Chicago Tribune logoChicago Tribune 8/15/2016 Marwa Eltagouri and Annie Sweeney
Undated photo of Abner Garcia. © Elizabeth Juarez via YouCaring Undated photo of Abner Garcia.

Abner Garcia, a U.S. Army veteran, was just 19 years old when he approached his mother, Elizabeth Juarez, with his decision to enlist.

"I supported him. I wanted him to go. I didn't tell him I was scared. I didn't tell him I was afraid," Juarez said. "I just wanted him out of Chicago ... the violence here, that was the reason why I wanted him to go."

Juarez is still struggling with the news that Garcia, 23, died early Saturday from the gun violence he sought to escape. He had returned from the military last year eager to help a city saturated with violence, and he did so by studying criminal justice at University of Illinois at Chicago and by spending so many hours mentoring at-risk youth at the YMCA.

"The hardest thing for me was when he left for the military," Juarez said. "And now, this? This is the worst thing."

Garcia was shot in the head about 1:40 a.m. Saturday as he drove south in the 5200 block of South Pulaski Road. A van pulled alongside his car and the people inside the van began flashing gang signs, police said. An argument ensued, and then someone inside the van opened a door and fired one shot, according to law enforcement sources.

Garcia was taken to Mount Sinai Hospital in critical condition, where he was pronounced dead at 5:45 a.m., according to the Cook County medical examiner's office.

The law enforcement sources said Garcia has no known gang affiliation.

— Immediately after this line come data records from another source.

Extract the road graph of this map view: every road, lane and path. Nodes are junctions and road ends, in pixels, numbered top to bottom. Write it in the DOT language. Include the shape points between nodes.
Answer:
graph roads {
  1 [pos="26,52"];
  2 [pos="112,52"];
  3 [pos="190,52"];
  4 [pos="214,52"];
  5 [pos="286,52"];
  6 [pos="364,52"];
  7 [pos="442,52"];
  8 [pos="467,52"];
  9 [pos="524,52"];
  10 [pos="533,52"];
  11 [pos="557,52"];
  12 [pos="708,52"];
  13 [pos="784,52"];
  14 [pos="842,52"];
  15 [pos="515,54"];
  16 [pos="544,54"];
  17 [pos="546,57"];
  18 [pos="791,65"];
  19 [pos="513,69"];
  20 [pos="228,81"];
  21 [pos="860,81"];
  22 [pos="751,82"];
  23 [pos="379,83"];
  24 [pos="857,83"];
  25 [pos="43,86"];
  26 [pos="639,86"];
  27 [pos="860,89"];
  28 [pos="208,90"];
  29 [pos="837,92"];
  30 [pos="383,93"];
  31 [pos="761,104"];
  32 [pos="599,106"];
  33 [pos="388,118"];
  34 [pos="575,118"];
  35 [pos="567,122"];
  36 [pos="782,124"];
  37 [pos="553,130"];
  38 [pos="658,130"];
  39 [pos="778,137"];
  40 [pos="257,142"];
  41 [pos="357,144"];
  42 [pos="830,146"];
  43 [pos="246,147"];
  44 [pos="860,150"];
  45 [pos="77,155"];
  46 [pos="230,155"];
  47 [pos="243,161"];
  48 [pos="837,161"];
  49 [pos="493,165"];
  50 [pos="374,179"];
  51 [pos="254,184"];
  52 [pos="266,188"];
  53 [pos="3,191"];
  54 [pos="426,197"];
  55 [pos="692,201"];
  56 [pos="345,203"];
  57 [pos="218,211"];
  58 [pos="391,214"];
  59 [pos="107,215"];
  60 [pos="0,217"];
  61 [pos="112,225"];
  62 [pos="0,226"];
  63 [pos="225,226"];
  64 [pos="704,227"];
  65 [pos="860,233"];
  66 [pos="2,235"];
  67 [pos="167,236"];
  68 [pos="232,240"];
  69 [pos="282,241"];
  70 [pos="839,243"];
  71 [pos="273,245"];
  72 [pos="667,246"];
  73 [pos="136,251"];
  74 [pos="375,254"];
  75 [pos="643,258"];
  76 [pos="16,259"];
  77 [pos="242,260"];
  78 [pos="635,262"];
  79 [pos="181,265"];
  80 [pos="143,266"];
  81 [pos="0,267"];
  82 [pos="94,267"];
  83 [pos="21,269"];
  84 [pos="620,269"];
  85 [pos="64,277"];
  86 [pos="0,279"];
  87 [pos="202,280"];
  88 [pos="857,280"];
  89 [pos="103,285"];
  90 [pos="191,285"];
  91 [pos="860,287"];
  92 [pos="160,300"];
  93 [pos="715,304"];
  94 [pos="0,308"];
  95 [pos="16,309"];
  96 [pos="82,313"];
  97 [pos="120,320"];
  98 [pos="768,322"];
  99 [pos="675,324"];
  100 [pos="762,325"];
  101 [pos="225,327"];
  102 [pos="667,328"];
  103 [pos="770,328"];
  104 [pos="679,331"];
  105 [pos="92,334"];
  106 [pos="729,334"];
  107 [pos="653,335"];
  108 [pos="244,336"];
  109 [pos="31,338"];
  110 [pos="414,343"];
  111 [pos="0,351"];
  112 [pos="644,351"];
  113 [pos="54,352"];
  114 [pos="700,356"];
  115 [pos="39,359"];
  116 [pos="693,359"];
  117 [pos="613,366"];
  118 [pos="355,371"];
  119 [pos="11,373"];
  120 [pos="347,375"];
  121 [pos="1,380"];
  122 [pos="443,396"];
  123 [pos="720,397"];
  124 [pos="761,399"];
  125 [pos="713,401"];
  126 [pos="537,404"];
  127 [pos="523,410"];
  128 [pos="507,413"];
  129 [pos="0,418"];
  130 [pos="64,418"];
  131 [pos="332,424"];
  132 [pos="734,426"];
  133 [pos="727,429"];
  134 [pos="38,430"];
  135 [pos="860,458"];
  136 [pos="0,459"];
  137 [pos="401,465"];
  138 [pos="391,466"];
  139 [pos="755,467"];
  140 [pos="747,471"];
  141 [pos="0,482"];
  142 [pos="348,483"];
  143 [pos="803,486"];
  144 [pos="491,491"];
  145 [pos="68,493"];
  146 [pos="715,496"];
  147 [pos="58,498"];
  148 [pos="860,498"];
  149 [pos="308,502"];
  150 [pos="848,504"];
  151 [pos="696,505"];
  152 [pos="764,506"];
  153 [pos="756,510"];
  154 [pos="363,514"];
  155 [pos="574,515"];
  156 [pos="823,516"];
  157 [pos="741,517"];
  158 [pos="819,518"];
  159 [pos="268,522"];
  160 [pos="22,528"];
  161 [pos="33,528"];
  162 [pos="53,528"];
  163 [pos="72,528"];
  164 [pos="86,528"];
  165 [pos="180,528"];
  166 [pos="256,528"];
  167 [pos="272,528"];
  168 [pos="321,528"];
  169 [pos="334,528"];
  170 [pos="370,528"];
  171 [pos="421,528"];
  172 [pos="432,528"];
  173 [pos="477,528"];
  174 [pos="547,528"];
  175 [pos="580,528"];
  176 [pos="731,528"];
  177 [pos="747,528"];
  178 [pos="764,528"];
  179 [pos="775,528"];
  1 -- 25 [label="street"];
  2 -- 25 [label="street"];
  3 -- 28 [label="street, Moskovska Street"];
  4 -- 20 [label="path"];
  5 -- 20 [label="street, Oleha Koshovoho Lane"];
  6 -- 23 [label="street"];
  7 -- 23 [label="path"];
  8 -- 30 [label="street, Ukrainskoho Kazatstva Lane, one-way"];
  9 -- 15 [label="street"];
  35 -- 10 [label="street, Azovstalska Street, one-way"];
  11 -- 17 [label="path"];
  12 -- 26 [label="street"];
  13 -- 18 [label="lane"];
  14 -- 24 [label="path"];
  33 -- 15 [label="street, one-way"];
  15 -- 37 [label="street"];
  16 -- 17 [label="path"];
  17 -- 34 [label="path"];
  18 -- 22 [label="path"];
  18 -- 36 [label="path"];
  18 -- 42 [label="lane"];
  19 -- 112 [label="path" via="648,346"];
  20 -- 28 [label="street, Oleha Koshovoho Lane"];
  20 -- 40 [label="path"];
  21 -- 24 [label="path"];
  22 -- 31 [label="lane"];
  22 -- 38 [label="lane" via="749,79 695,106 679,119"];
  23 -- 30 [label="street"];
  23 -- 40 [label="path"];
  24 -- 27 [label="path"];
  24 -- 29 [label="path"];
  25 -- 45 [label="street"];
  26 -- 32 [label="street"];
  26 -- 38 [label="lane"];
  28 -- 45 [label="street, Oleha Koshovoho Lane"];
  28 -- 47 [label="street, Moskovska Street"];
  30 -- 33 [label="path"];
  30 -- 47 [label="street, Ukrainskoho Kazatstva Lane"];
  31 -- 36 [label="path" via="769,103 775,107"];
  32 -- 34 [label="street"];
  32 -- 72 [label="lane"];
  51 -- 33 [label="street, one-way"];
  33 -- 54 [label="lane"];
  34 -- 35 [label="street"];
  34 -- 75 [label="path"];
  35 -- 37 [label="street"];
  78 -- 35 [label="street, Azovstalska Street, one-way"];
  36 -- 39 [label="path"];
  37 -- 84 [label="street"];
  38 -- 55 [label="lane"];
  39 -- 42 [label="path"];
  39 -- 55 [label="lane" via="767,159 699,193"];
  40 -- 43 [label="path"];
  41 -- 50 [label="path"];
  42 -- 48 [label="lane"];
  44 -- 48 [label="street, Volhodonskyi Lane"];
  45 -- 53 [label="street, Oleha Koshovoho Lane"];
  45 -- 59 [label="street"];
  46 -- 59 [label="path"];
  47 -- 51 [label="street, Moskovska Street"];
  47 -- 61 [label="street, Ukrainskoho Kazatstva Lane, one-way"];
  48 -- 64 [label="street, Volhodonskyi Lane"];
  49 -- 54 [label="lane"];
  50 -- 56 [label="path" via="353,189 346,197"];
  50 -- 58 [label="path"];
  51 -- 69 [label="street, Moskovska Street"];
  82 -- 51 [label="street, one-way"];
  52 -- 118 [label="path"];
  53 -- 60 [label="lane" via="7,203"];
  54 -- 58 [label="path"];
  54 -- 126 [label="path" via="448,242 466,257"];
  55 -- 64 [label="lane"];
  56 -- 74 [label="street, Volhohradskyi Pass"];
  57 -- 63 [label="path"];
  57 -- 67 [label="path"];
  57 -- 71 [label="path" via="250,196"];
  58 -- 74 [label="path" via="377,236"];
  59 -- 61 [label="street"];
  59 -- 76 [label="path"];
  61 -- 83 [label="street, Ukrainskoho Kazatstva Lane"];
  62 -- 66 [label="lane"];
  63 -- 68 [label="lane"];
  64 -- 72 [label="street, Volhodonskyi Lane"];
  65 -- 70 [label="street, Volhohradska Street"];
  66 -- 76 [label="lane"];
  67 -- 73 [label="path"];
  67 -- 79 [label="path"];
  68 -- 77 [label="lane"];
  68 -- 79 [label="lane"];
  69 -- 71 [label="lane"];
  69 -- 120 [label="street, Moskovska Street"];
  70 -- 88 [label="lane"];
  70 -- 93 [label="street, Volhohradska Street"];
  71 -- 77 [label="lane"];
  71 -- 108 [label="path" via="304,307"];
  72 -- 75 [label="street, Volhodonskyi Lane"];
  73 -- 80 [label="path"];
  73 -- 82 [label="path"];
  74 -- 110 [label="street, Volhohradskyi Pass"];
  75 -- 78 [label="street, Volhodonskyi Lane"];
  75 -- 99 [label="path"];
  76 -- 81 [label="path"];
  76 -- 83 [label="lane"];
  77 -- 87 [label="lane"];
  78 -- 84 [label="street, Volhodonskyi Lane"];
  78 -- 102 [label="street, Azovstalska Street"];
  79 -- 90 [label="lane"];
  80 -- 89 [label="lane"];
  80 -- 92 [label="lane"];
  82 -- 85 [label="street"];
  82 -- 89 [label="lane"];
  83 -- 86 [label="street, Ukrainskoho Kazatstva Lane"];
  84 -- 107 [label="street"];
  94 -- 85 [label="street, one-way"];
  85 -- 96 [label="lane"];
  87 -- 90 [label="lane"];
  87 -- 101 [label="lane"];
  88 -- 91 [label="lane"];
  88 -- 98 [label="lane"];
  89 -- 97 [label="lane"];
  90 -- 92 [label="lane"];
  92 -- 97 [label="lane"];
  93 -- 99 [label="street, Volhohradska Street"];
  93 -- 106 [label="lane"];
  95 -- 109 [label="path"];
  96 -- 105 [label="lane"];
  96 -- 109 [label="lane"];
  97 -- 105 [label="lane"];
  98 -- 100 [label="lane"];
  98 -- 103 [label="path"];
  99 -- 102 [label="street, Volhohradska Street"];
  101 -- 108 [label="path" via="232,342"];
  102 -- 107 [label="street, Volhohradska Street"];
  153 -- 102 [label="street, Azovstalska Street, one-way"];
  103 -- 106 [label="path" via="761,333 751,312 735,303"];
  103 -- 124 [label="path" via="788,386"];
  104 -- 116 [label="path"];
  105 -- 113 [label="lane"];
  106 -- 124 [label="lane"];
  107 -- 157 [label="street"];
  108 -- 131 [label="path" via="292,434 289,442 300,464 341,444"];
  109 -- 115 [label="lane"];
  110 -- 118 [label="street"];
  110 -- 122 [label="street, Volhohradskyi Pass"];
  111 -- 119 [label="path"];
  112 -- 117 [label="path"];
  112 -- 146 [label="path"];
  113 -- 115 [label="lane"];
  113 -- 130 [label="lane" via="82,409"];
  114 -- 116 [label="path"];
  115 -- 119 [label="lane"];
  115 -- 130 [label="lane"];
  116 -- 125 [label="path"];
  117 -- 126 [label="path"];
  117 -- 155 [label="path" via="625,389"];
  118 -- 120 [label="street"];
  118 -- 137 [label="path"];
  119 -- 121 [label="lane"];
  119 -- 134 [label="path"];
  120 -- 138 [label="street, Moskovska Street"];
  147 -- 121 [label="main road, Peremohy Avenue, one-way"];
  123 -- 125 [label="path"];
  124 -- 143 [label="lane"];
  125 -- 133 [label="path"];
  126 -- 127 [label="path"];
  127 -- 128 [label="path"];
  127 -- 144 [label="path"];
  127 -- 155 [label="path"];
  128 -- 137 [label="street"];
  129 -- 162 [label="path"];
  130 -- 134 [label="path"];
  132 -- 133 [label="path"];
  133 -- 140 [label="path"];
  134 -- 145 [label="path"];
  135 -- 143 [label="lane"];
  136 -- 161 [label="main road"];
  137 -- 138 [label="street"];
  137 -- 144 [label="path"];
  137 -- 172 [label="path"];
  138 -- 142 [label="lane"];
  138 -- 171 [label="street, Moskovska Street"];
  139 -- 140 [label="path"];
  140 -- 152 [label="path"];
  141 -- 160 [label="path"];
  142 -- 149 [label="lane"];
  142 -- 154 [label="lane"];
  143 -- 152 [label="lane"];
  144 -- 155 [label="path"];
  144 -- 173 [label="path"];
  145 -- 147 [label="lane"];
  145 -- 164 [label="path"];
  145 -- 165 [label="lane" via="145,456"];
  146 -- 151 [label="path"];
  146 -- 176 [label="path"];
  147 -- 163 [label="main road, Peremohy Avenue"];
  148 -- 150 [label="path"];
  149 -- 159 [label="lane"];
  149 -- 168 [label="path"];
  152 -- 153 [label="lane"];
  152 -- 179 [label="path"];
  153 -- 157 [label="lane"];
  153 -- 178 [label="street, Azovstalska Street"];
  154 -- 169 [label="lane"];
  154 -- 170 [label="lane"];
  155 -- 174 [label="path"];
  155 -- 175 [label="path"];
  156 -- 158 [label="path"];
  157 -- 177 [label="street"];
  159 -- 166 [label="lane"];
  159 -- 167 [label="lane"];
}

"There was no confrontation, no confrontation at all," Juarez said. "This crisis came out of nowhere."

Garcia, who lived in the 5400 block of South Luna Avenue in Chicago's Garfield Ridge neighborhood, attended Curie Metropolitan High School and joined the military soon after graduating, Juarez said. He served at a military base in Anchorage while attending the University of Alaska at Anchorage.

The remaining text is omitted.